Endre Bakken Stovner 2020-10-23T19:29:41.420800Z

https://github.com/endrebak/ouija/

2020-10-23T19:29:54.421Z

If you are willing to try an experiment where highlight is the first function defined in ouija/highlight.cljs, that may help determine whether there is some other error in ouija/highlight.cljs that could be causing trouble.

Endre Bakken Stovner 2020-10-23T19:30:07.421200Z

It is just a toy project. I think you should just be able to git clone and compile

Endre Bakken Stovner 2020-10-23T19:30:23.421500Z

lein shadow watch app

Endre Bakken Stovner 2020-10-23T19:30:30.421700Z

I will experiment

Endre Bakken Stovner 2020-10-23T19:33:26.422Z

I tried adding the line (defn highlight [])to the top of the file. Did not change anything.

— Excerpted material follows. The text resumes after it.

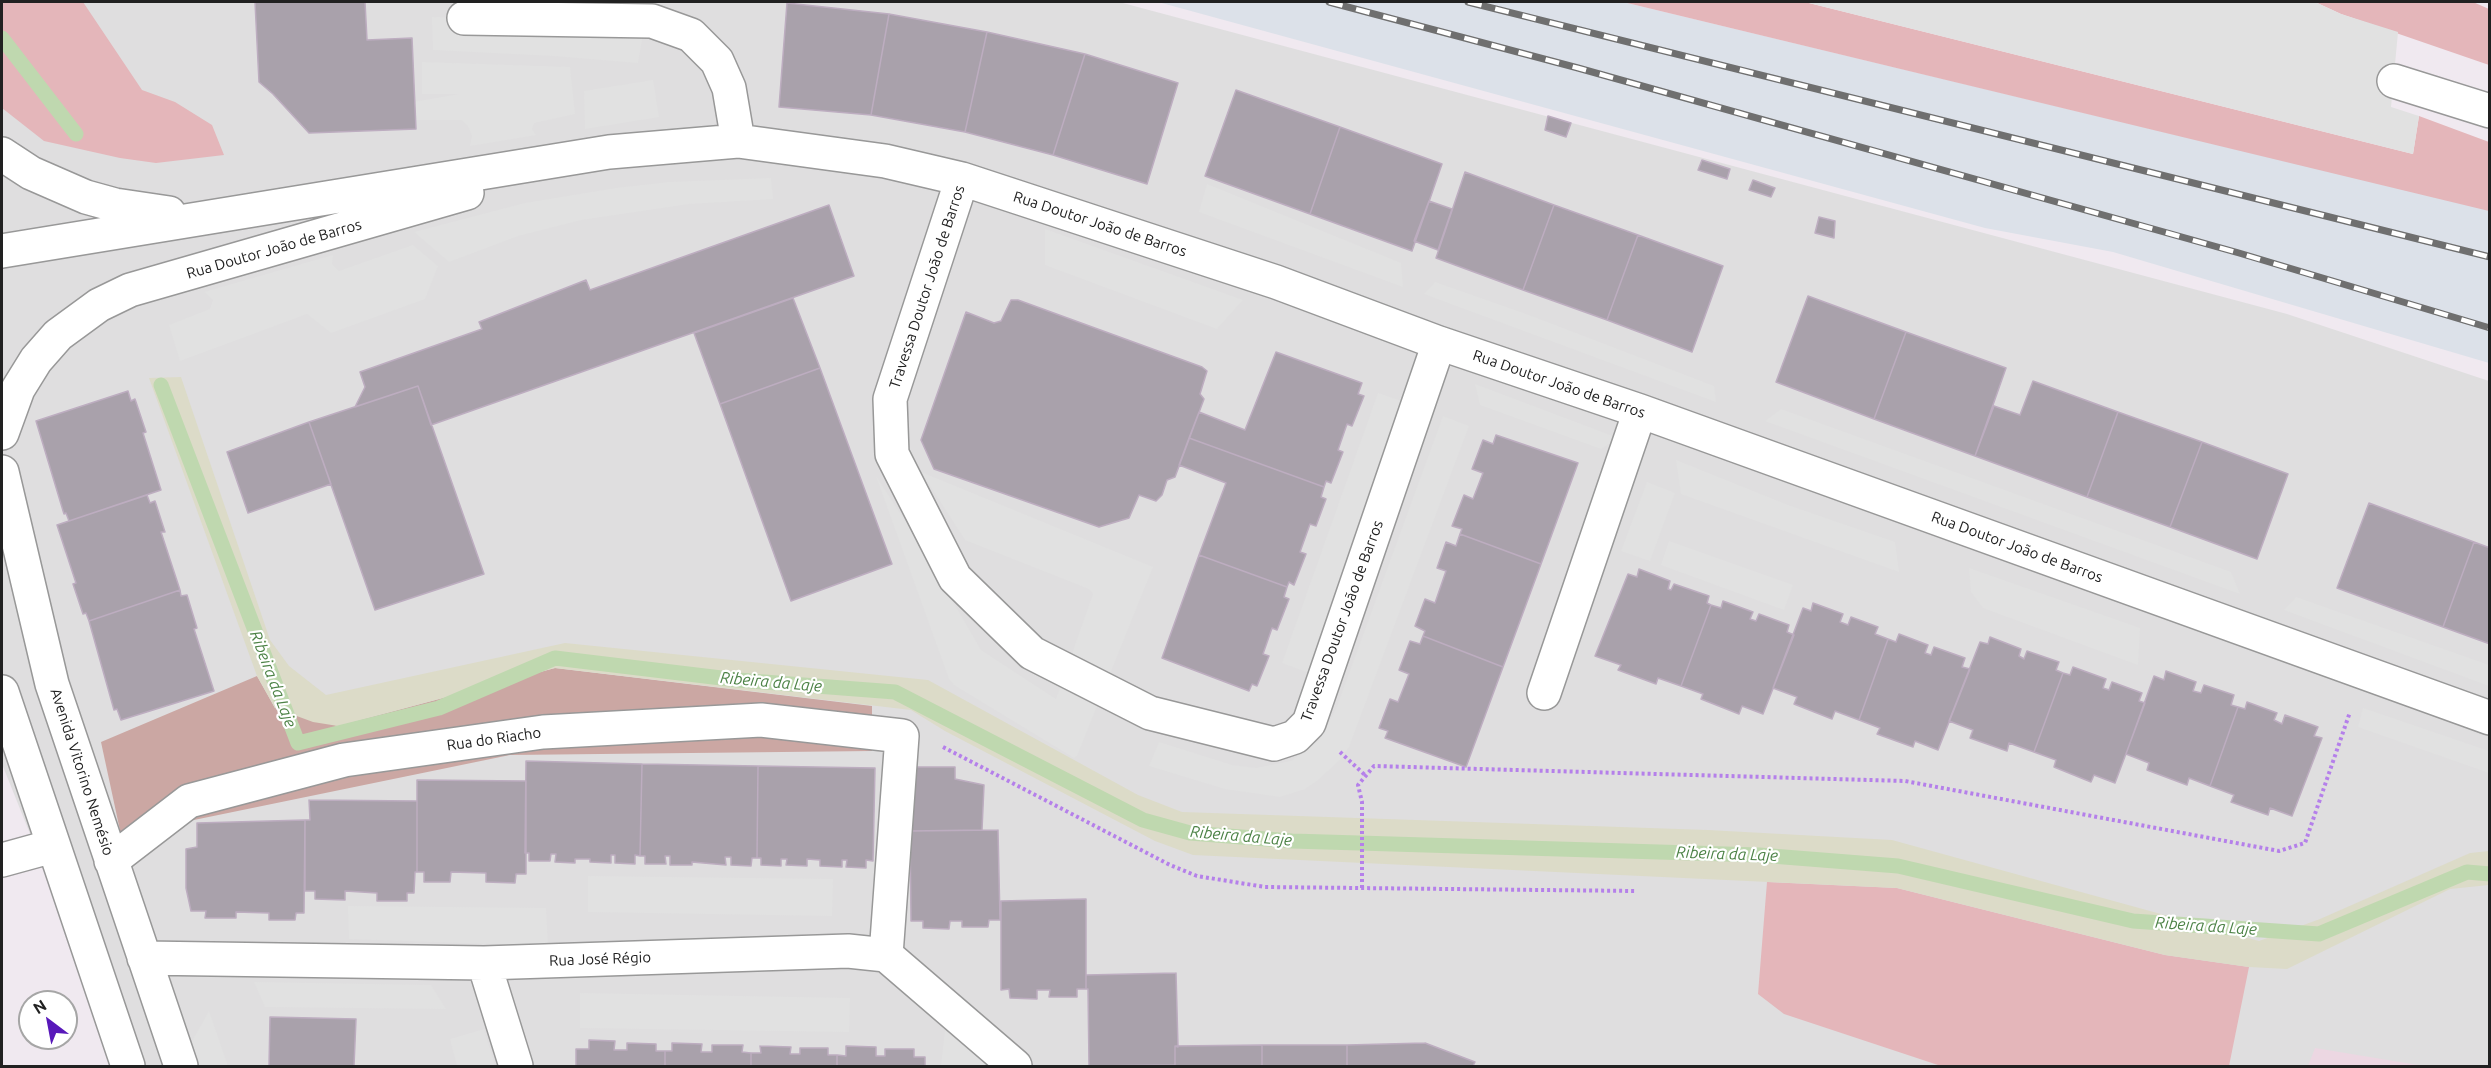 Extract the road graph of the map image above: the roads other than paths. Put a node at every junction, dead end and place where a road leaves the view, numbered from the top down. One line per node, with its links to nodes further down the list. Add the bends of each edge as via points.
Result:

seancorfield 2020-10-23T19:35:11.422200Z

It might well be due to you having highlight.clj and highlight.cljs in the clj tree as well as highlight.cljs in the cljs tree?

seancorfield 2020-10-23T19:35:52.422400Z

> find . -name 'highlight.*'
./src/clj/ouija/highlight.clj
./src/clj/ouija/highlight.cljs
./src/cljs/ouija/highlight.cljs

Endre Bakken Stovner 2020-10-23T19:35:55.422600Z

Oh, wow! Nice catch

Endre Bakken Stovner 2020-10-23T19:38:57.422800Z

Now it works 🙂 :thumbsup:

1
Endre Bakken Stovner 2020-10-23T19:40:20.423200Z

Thanks to the both of you.

Endre Bakken Stovner 2020-10-23T20:11:03.426600Z

In clojurescript I want to read the string "MAP-VALS" and interpret it as com.rpl.specter/MAP-VALS. Is there a way to do so? I could have a hash-map that connects the two, but I was hoping to do it with read-string.

Endre Bakken Stovner 2020-10-23T20:22:29.427100Z

If you have required specter, (eval (read-string "MAP-VALS")) will give com.rpm.specter/...

2020-10-23T20:28:44.429300Z

So, probably a silly question, but if #(...) is short for (fn [args ...] (...)), then why is #(let [...] ...) short for (fn [args ...] (let [...] ...), or am I missing something about #(...) (or (let [...] ...))?

uosl 2020-10-23T20:32:25.429400Z

For #() the argument bindings are implicit, so if you ignore the (fn [args ...] it slides right in.

uosl 2020-10-23T20:32:35.429600Z

At least that's how I see it

Endre Bakken Stovner 2020-10-23T20:33:13.429800Z

But there is no eval in clojurescript...

2020-10-23T20:34:16.430Z

@regen Sure, but that's not the problem here. Its the implicit function application, unless its a let.

2020-10-23T20:36:24.430300Z

Oh, its because let is also surrounded by ()....I think.

2020-10-23T20:36:32.430500Z

Very odd, thanks btw. 🙂

uosl 2020-10-23T20:36:36.430700Z

There is no function application though, as #() is a noop (same as (fn []).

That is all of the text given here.